__INSTRUCTIONS FOR THE TASK__:
Tally how many lines in the data below include "bridge", then please reply with only that figure.

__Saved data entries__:
● ● ● ● ●

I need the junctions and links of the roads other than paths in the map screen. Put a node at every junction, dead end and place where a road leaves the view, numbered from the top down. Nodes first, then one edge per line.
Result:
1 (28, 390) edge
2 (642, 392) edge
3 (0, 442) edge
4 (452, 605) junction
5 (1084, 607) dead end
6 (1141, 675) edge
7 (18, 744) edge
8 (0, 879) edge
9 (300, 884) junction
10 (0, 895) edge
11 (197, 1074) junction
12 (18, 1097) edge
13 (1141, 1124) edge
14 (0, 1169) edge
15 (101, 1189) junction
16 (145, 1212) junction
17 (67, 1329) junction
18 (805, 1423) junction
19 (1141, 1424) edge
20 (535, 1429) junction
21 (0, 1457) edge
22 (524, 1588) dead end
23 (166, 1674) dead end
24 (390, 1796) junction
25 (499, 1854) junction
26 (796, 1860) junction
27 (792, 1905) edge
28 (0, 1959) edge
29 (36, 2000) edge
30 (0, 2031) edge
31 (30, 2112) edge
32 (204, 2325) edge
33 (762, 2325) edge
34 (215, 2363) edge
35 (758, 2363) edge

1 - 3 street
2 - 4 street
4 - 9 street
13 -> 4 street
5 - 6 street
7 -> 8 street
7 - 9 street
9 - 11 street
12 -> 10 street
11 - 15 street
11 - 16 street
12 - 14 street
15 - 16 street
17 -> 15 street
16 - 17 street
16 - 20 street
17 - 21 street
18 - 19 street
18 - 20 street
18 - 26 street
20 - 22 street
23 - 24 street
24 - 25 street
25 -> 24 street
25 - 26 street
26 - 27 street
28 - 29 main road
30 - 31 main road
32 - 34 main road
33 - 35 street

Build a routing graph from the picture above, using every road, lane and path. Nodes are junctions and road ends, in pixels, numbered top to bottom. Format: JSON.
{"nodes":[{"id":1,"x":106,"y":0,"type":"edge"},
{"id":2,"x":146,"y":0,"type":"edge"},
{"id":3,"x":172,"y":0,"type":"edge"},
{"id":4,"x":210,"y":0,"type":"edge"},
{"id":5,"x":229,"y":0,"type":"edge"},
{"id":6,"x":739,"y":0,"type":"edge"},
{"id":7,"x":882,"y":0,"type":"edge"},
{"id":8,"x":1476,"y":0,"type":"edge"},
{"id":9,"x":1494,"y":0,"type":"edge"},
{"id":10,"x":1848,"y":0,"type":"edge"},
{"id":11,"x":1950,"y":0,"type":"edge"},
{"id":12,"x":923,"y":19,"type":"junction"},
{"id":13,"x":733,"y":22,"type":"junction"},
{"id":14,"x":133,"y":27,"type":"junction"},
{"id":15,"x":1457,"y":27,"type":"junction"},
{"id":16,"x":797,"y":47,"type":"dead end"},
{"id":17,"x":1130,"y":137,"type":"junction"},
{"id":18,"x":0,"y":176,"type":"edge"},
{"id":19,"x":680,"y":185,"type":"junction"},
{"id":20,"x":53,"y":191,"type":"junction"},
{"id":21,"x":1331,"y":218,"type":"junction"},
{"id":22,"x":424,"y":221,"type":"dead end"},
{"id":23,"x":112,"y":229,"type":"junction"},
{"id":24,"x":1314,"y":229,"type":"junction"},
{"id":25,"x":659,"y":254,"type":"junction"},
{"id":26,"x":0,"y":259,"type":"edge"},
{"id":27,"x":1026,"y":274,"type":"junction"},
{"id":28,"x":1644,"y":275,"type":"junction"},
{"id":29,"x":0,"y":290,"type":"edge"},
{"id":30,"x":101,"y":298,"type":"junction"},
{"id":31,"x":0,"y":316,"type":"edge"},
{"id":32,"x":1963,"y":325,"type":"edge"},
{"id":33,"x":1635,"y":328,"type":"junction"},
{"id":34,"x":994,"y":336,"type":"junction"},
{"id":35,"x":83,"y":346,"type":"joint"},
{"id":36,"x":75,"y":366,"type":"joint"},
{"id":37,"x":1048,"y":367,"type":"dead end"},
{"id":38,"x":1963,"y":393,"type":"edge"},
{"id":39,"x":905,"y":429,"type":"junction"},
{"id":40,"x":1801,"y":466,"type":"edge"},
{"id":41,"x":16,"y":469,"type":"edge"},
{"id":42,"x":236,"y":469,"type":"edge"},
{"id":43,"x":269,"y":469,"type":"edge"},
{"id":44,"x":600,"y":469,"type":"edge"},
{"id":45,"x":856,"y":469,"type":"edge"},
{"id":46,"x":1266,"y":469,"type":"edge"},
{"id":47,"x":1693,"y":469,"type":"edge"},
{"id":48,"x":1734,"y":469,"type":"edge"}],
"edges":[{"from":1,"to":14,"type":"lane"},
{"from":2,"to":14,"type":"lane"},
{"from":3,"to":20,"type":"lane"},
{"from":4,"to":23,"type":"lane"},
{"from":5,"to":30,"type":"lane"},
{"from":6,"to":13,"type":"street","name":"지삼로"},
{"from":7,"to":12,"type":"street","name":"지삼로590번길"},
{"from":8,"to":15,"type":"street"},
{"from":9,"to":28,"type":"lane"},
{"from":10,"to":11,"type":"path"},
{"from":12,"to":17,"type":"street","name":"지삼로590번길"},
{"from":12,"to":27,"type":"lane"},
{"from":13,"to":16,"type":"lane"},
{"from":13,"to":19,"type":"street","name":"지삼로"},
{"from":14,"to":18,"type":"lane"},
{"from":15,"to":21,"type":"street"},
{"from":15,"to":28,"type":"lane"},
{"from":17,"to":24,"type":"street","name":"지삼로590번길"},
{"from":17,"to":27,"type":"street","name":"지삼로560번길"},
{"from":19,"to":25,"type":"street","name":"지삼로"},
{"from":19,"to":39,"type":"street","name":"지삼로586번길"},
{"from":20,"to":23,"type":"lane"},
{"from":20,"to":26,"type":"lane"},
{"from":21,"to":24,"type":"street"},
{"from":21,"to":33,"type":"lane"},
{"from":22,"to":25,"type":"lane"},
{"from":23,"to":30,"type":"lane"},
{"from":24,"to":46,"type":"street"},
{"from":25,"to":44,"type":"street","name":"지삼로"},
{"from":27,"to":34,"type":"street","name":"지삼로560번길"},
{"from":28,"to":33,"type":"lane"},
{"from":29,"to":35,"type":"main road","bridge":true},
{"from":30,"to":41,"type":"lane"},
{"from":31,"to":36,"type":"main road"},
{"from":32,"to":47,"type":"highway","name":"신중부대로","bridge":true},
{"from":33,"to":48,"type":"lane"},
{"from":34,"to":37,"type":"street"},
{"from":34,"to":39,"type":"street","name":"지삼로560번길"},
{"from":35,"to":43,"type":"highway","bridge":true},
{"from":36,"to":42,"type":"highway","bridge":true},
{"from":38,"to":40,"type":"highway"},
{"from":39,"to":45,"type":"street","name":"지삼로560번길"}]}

● ● ● ● ●

__ANSWER BELOW__:
4